Problem details: The records that follow need to be printed exactly. Leave out each image.
===== Records for processing
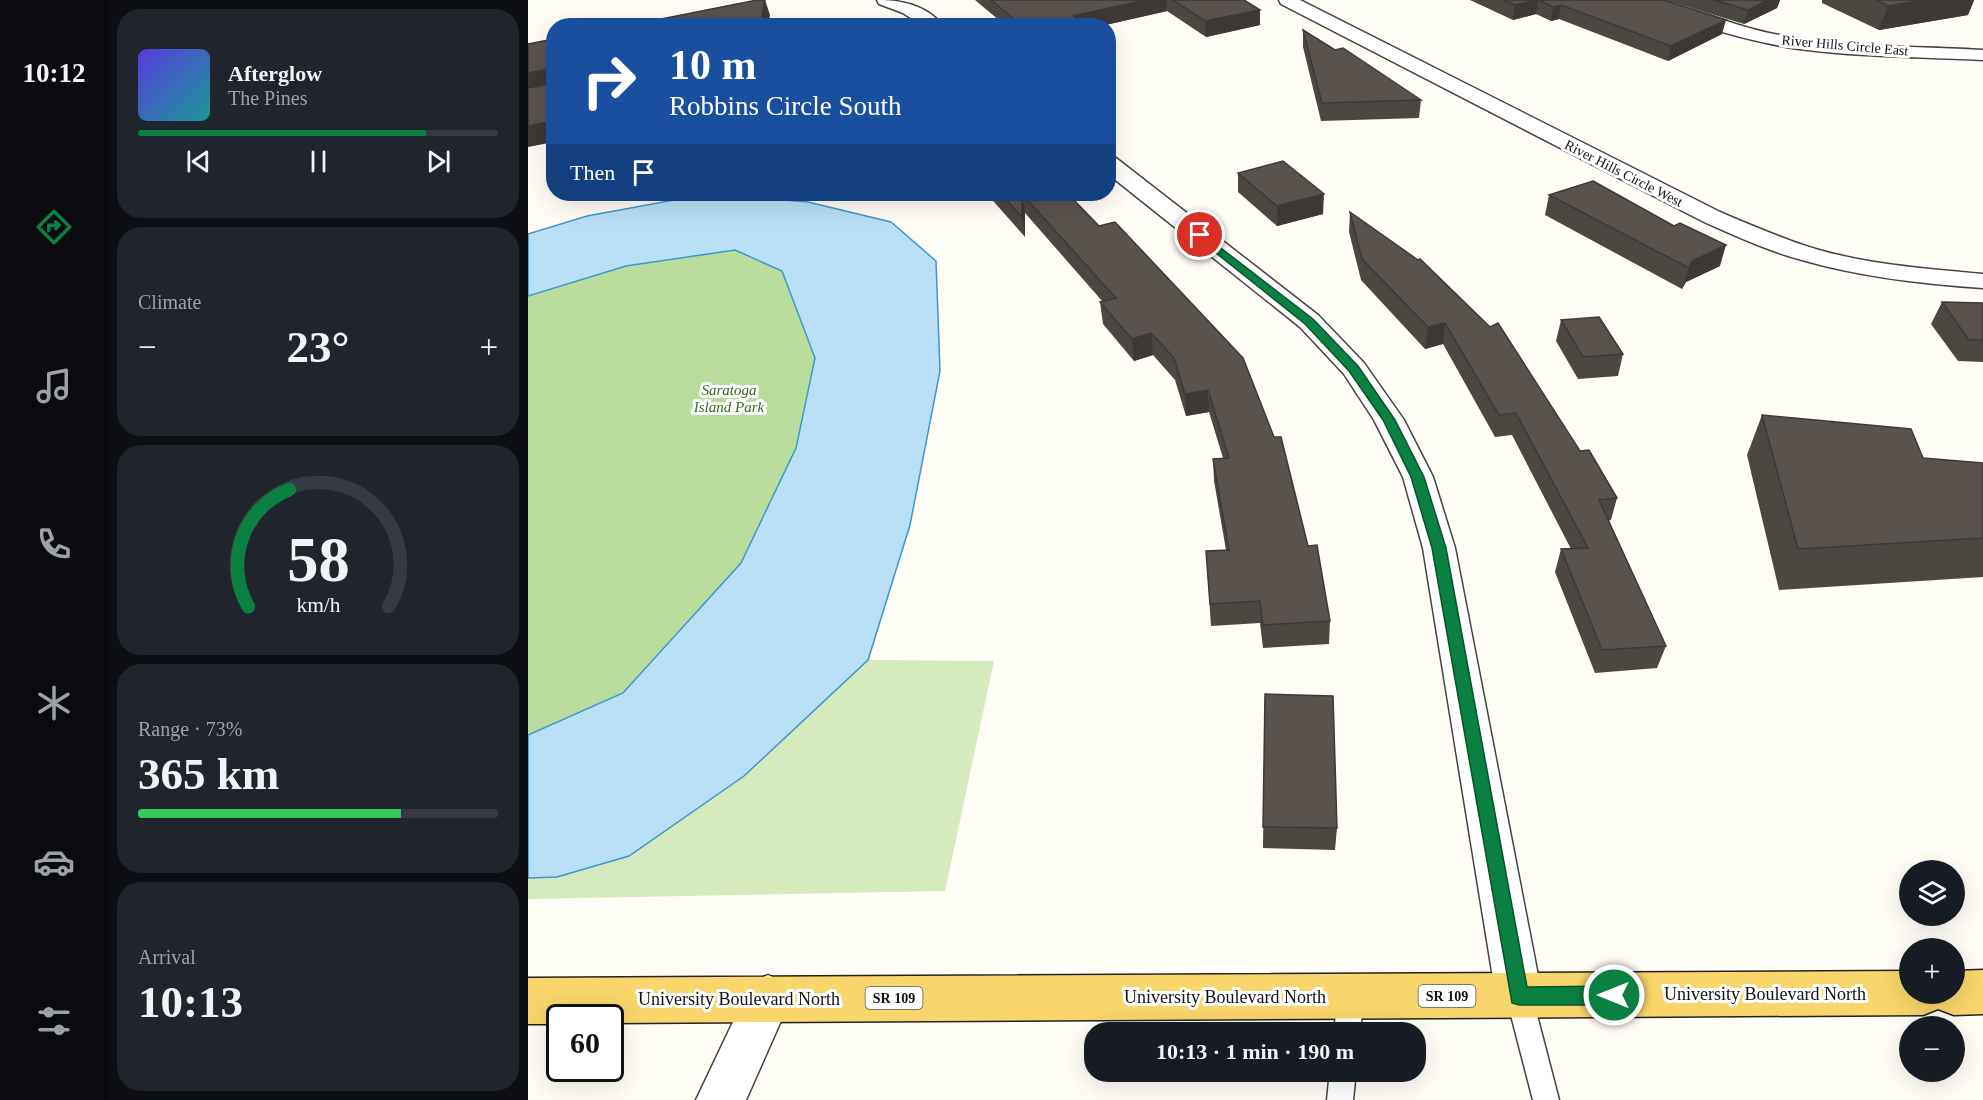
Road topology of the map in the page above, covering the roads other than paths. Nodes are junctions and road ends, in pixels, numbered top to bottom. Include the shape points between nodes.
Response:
1 (885, 0) edge
2 (1287, 0) edge
3 (1641, 0) edge
4 (924, 18) edge
5 (1983, 55) edge
6 (1116, 169) edge
7 (1983, 281) edge
8 (1983, 992) edge
9 (1899, 993) edge
10 (1965, 993) edge
11 (1519, 996) junction
12 (768, 998) junction
13 (528, 1000) edge
14 (1349, 1014) edge
15 (1342, 1082) edge
16 (722, 1100) edge
17 (1340, 1100) edge
18 (1546, 1100) edge

1 - 4 street
2 - 7 street, River Hills Circle West via 1712,217 1766,240 1871,268
3 - 5 street, River Hills Circle East via 1697,20 1774,40
6 - 11 street via 1309,321 1354,369 1389,420 1413,467 1439,548
8 - 10 main road
9 - 11 main road, University Boulevard North / SR 109
11 - 14 main road, University Boulevard North / SR 109
11 - 18 lane
12 - 13 main road, University Boulevard North / SR 109
12 - 14 main road, University Boulevard North / SR 109
12 - 16 street
15 - 17 lane

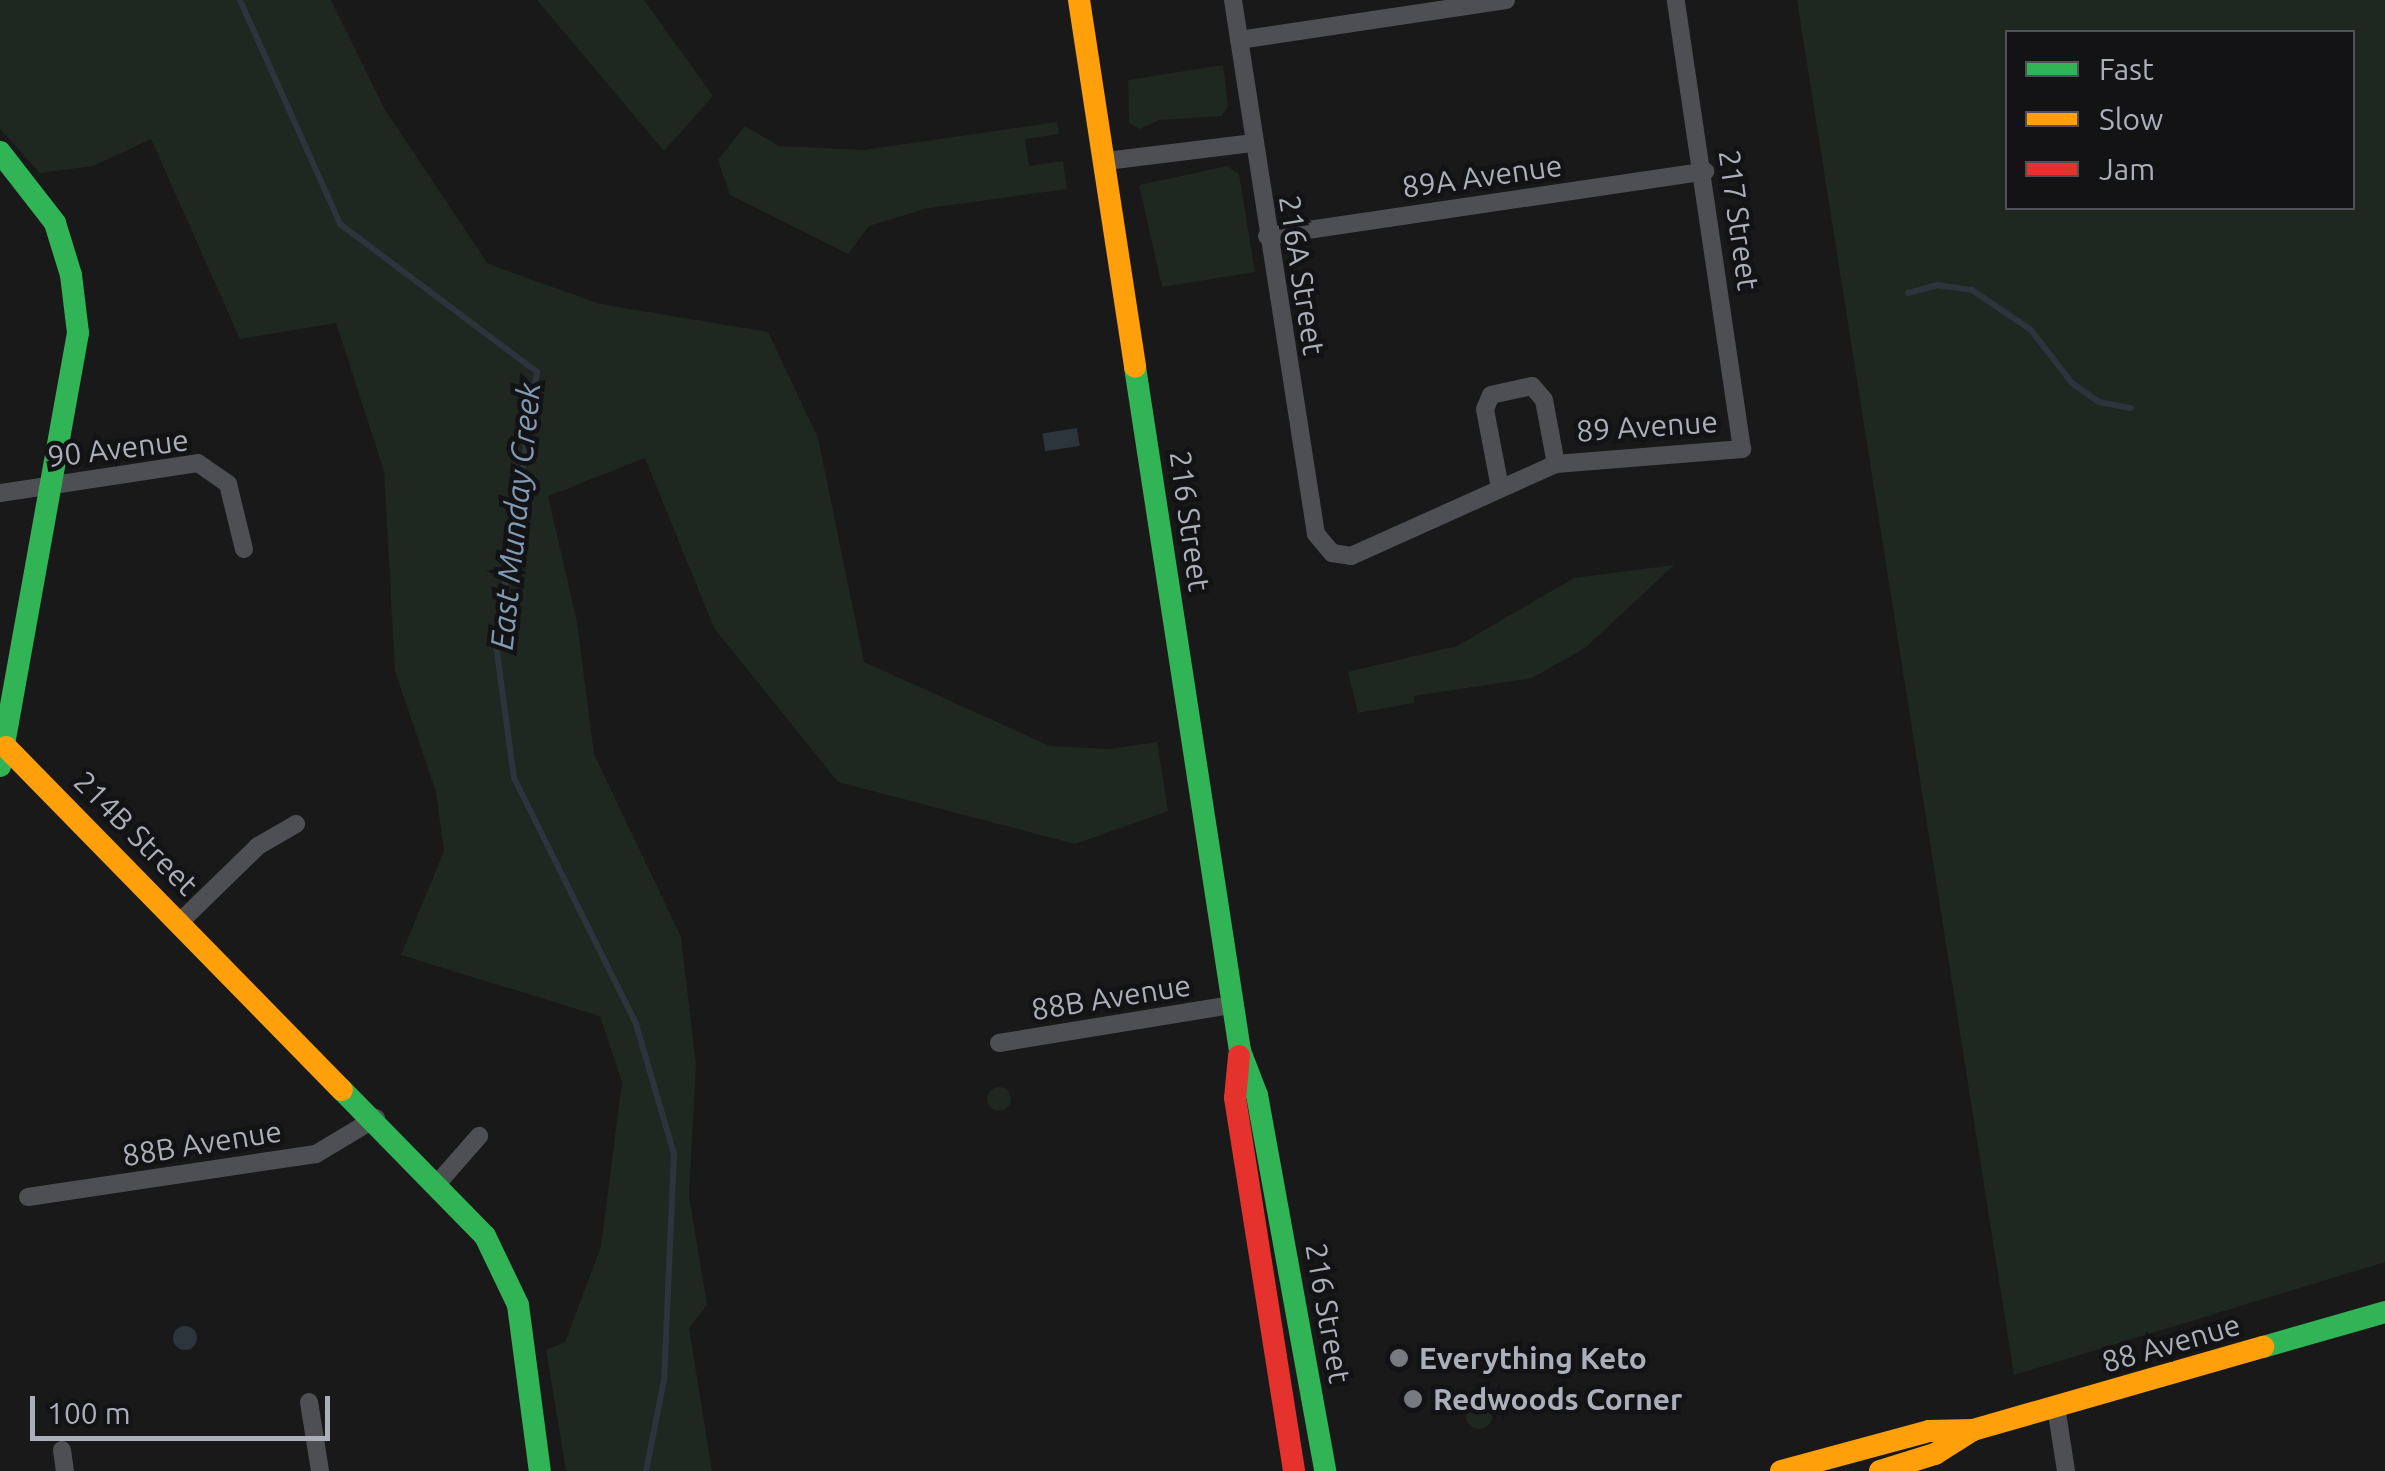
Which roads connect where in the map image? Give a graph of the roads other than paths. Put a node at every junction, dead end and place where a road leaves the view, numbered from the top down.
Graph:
==========
Output for this task:
Road topology of the map in the page above, covering the roads other than paths. Nodes are junctions and road ends, in pixels, numbered top to bottom. Include the shape points between nodes.
Response:
1 (885, 0) edge
2 (1287, 0) edge
3 (1641, 0) edge
4 (924, 18) edge
5 (1983, 55) edge
6 (1116, 169) edge
7 (1983, 281) edge
8 (1983, 992) edge
9 (1899, 993) edge
10 (1965, 993) edge
11 (1519, 996) junction
12 (768, 998) junction
13 (528, 1000) edge
14 (1349, 1014) edge
15 (1342, 1082) edge
16 (722, 1100) edge
17 (1340, 1100) edge
18 (1546, 1100) edge

1 - 4 street
2 - 7 street, River Hills Circle West via 1712,217 1766,240 1871,268
3 - 5 street, River Hills Circle East via 1697,20 1774,40
6 - 11 street via 1309,321 1354,369 1389,420 1413,467 1439,548
8 - 10 main road
9 - 11 main road, University Boulevard North / SR 109
11 - 14 main road, University Boulevard North / SR 109
11 - 18 lane
12 - 13 main road, University Boulevard North / SR 109
12 - 14 main road, University Boulevard North / SR 109
12 - 16 street
15 - 17 lane

Which roads connect where in the map image? Give a graph of the roads other than paths. Put a node at every junction, dead end and place where a road leaves the view, numbered from the top down.
Graph:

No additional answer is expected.